Meneses defendió la recuperación del Insssep y puso el foco en la «industria del juicio»
El presidente de la obra social chaqueña aseguró que «vuelve a estar de pie» y que los problemas con medicamentos de alto costo están superados. Sin embargo, advirtió por el déficit previsional de $25.000 millones mensuales y la judicialización de prestaciones. ¿Salud o negocios? El debate está abierto.
El presidente del Insssep, Rafael Meneses, aseguró que el organismo atraviesa una situación «totalmente diferente» a la de meses atrás y afirmó que la obra social «vuelve a estar de pie», con una respuesta integral en sus prestaciones centrales. En ese marco, destacó la recuperación de la cobertura plena de medicamentos de alto costo y advirtió que los principales desafíos actuales pasan por el crecimiento del gasto sanitario, la judicialización de prestaciones y el déficit previsional.
Una obra social que vuelve a estar de pie
Meneses sostuvo que uno de los principales cambios se produjo en el acceso a medicamentos de alto costo para poblaciones sensibles, especialmente pacientes oncológicos, personas con diabetes y quienes requieren tratamientos especiales.
«Tenemos una obra social que vuelve a estar de pie», afirmó, y remarcó que la cobertura de estos tratamientos se encuentra actualmente garantizada mediante licitaciones públicas y procesos de adquisición que permiten responder con mayor rapidez a las recetas autorizadas.
El titular del Insssep consideró que esta normalización modificó la percepción de los afiliados respecto del organismo y aseguró que las dificultades que anteriormente generaban reclamos públicos quedaron «totalmente superadas». Aclaró que pueden existir demoras puntuales de algunos días por cuestiones administrativas o dificultades de laboratorios y droguerías, pero sostuvo que constituyen excepciones frente a un esquema que actualmente permite resolver los tratamientos «en horas y días».
La «industria del juicio» en el Insssep
Al analizar la judicialización de las prestaciones, Meneses reconoció que detrás de muchos amparos existe una situación de angustia genuina de afiliados y familias que reciben la indicación médica de un determinado tratamiento. Sin embargo, sostuvo que también existe una «industria relacionada al juicio» y cuestionó que abogados promocionen en redes sociales amparos gratuitos como vía para obtener prestaciones de salud.
Frente a esta situación, explicó que el organismo reforzó sus áreas técnico-médicas para analizar cada pedido y determinar si una prestación o medicamento tiene un impacto concreto sobre la salud y la calidad de vida del paciente. También destacó que las medidas judiciales vinculadas con medicamentos disminuyeron considerablemente, aunque persisten algunos reclamos relacionados con la compra por marcas comerciales.
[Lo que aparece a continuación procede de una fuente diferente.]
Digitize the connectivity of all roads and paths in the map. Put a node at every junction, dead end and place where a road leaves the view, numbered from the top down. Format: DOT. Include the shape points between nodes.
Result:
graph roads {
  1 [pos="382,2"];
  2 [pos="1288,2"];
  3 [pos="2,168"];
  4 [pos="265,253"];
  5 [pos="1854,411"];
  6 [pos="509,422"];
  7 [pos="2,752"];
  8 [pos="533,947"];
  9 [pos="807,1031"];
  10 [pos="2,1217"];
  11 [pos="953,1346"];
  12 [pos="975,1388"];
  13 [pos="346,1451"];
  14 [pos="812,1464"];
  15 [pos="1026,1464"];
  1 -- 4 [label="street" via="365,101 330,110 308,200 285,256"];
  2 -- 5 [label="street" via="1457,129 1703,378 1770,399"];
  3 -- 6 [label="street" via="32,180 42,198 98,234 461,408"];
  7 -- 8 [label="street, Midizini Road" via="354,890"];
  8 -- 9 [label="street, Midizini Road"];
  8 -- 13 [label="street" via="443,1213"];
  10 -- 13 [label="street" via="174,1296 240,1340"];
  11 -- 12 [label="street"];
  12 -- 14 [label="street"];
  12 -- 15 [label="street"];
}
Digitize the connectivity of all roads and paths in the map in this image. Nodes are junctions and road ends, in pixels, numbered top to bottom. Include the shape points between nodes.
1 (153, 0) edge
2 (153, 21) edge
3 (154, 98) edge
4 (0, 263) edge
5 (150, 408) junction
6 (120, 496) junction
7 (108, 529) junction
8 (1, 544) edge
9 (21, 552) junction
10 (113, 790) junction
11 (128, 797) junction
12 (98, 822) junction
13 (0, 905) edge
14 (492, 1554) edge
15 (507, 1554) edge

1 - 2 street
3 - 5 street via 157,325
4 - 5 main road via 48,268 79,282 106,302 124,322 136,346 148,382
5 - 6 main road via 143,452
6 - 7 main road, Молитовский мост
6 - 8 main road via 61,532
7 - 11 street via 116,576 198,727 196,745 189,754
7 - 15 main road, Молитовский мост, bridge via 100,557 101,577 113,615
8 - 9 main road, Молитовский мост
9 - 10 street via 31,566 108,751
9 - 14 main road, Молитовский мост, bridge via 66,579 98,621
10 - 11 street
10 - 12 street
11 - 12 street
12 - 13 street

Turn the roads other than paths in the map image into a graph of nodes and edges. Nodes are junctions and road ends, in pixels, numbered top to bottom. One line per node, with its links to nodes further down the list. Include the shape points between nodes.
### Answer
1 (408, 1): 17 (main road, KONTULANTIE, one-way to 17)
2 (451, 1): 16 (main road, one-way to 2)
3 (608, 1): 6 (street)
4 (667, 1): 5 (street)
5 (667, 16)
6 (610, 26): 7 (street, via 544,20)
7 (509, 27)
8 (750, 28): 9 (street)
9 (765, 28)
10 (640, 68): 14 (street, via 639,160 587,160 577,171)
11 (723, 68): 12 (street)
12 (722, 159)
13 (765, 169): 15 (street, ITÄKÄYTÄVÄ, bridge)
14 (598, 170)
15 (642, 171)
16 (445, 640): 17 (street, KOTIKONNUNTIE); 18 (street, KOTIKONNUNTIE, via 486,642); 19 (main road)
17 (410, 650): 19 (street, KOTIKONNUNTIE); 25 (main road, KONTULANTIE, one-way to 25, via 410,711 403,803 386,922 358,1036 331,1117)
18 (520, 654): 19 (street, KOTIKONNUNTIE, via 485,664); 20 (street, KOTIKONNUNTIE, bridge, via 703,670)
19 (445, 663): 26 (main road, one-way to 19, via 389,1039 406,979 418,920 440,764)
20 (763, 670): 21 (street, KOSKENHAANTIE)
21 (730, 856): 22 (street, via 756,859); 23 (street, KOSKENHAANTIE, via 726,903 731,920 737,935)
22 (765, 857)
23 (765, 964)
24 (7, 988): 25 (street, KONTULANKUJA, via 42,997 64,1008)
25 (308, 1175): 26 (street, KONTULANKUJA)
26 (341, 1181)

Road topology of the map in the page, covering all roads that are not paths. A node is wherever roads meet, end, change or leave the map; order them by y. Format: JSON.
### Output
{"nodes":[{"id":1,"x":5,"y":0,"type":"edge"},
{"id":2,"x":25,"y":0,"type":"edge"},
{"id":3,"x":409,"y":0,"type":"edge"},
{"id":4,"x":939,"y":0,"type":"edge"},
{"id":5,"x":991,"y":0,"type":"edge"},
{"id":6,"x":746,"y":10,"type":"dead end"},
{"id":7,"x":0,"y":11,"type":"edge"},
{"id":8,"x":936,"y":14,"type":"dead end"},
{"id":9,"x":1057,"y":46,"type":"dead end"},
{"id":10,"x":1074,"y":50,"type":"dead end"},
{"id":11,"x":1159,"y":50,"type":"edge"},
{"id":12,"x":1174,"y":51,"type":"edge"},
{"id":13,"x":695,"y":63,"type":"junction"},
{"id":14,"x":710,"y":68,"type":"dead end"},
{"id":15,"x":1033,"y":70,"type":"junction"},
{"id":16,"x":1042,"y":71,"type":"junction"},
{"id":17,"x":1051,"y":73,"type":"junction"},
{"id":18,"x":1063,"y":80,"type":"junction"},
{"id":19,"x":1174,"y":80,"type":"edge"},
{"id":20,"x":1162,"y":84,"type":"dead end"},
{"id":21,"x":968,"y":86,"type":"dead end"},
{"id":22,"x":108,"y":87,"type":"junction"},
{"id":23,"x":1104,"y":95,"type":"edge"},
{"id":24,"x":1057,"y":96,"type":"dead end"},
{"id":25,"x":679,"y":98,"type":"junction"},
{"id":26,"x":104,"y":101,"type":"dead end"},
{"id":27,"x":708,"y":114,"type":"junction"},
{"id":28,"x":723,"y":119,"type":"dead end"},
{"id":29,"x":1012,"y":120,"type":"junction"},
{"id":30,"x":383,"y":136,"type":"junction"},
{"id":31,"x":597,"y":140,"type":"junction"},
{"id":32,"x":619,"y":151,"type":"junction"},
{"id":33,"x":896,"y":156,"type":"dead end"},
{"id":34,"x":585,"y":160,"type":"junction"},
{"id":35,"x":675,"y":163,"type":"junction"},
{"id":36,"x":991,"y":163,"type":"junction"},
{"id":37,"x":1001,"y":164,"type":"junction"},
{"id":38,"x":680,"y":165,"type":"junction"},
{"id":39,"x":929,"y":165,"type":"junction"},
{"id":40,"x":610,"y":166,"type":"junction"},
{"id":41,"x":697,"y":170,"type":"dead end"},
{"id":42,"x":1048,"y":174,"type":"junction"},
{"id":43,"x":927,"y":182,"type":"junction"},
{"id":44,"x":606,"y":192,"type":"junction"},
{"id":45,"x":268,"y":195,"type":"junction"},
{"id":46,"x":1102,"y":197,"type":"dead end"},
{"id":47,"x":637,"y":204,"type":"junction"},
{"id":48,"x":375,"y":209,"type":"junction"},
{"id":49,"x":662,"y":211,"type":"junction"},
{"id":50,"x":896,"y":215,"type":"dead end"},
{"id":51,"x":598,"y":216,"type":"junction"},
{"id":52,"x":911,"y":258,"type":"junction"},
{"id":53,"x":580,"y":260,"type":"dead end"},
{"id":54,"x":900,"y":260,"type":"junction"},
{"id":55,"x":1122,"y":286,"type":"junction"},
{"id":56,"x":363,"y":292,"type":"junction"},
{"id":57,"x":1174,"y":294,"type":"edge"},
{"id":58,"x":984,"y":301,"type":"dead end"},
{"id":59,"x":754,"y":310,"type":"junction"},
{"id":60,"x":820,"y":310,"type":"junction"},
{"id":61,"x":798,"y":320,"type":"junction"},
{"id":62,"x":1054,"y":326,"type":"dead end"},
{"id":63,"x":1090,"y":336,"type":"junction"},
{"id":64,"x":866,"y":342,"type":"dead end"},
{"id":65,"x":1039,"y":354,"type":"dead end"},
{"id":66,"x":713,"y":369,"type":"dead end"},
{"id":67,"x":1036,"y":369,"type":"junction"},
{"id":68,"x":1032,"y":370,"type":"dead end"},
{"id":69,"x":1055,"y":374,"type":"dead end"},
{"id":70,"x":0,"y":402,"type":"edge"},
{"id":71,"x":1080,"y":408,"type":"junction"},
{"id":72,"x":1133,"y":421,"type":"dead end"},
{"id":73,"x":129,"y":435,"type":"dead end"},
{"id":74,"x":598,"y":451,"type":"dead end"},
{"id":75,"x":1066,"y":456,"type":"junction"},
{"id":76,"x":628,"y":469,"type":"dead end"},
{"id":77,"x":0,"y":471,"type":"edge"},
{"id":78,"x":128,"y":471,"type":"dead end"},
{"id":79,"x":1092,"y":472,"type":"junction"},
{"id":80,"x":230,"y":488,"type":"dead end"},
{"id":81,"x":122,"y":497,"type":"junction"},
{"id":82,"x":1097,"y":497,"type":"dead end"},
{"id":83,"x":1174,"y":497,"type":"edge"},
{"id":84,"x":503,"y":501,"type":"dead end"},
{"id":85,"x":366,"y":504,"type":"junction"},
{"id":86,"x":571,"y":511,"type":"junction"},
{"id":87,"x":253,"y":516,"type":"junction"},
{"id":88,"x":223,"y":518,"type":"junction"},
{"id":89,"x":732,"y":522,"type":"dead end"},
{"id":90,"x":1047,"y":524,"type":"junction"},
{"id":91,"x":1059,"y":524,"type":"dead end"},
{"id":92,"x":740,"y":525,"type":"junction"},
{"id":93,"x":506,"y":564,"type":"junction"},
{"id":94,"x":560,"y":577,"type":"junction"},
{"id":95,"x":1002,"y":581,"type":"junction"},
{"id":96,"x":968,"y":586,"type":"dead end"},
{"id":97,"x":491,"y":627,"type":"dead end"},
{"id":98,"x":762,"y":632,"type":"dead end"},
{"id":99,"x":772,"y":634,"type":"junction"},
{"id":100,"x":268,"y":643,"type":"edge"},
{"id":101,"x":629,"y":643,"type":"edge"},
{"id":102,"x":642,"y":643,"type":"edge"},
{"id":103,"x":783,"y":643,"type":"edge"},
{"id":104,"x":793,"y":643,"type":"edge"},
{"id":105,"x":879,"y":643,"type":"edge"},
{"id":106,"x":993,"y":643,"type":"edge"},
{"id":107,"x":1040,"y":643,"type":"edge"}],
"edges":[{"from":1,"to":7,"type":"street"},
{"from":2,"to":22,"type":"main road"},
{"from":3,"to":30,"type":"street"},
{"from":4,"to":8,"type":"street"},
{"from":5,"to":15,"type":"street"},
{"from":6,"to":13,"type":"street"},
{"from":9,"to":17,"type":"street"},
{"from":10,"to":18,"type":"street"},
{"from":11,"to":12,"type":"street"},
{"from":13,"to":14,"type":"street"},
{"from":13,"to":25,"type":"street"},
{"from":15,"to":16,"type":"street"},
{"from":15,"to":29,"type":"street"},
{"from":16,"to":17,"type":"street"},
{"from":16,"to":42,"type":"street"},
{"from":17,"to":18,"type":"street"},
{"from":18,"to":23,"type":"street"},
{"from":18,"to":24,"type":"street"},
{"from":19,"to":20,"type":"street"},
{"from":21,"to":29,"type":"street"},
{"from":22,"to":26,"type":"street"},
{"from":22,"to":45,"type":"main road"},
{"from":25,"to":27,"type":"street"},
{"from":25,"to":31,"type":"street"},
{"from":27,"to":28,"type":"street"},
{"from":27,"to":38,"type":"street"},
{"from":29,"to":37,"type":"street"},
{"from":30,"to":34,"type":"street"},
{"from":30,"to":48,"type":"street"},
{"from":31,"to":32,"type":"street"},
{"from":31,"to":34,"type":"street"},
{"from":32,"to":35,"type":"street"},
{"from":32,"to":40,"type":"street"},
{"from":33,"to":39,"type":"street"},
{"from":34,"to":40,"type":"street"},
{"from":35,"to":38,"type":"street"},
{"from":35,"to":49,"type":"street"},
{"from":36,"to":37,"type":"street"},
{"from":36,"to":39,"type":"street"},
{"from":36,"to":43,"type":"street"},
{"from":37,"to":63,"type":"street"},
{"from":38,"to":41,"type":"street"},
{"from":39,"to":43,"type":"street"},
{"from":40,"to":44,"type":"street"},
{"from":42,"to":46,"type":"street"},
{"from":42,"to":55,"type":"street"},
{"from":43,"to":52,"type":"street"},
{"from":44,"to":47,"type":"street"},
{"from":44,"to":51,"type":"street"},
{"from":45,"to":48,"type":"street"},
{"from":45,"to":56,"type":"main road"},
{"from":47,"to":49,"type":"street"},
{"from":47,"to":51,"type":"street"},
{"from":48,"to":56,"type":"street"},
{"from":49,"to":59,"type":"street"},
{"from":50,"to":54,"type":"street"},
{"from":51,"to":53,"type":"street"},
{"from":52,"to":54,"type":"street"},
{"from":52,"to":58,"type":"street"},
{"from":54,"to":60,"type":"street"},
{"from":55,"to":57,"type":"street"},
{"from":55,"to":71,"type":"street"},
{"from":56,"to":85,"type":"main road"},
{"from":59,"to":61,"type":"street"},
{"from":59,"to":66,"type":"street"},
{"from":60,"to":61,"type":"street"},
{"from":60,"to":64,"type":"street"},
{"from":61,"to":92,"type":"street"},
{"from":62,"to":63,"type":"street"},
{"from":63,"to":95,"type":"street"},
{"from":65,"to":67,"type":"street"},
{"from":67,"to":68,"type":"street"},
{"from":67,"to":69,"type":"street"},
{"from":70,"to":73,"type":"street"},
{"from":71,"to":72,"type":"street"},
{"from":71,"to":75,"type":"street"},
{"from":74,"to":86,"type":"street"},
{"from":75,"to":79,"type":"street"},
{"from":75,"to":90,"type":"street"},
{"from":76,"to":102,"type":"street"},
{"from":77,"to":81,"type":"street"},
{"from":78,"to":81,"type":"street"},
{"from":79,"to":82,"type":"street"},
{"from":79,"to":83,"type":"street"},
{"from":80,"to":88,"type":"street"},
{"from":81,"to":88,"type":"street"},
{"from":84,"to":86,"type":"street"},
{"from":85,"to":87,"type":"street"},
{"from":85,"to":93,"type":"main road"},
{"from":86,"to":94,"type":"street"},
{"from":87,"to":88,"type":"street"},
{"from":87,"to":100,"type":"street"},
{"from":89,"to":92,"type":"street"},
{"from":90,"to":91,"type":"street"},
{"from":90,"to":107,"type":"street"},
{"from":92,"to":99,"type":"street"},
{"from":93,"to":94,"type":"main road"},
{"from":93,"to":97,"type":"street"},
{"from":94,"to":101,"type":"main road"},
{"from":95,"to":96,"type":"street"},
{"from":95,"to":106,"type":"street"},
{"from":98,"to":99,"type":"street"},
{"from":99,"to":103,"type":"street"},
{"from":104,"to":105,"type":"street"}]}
Un déficit previsional de $25.000 millones
Meneses explicó que la obra social actualmente se encuentra en una situación «sostenible» y equilibrada, aunque ya no genera el margen que años atrás permitía compensar parte del déficit de la caja previsional. Según detalló, el sistema atraviesa un déficit de aproximadamente $25.000 millones mensuales, que es absorbido en gran parte por el Ejecutivo provincial.
Dentro de ese rojo, la caja previsional policial representa más de $12.000 millones, una parte mayoritaria del déficit por su estructura de costos.
El presidente del Insssep consideró que el sistema previsional requiere una discusión de fondo y advirtió que, bajo las condiciones actuales, la tendencia es que el déficit continúe creciendo. En particular, señaló las características de los regímenes especiales y planteó que el arco político deberá abordar una eventual reforma, aunque aclaró que actualmente no existe una discusión formal sobre una modificación del sistema.
Los desafíos que vienen
Meneses defendió la gestión al frente del Insssep, destacando la recuperación en áreas críticas como la provisión de medicamentos. Pero también dejó sobre la mesa los problemas estructurales que el organismo enfrenta: un déficit previsional que no para de crecer y una judicialización que, según su visión, alimenta una «industria» que lucra con la salud.
¿El Insssep está realmente recuperado o el déficit y la judicialización son síntomas de un problema más profundo? La obra social chaqueña atraviesa un momento de transición. Por un lado, la mejora en la provisión de medicamentos de alto costo es un avance significativo. Por otro, la sostenibilidad financiera y el debate previsional siguen siendo asignaturas pendientes. Meneses puso el foco en la «industria del juicio», pero el debate de fondo es otro: ¿cómo garantizar salud y sostenibilidad en un sistema que ya no da más? La respuesta, quizá, esté en una reforma que nadie quiere empezar a discutir.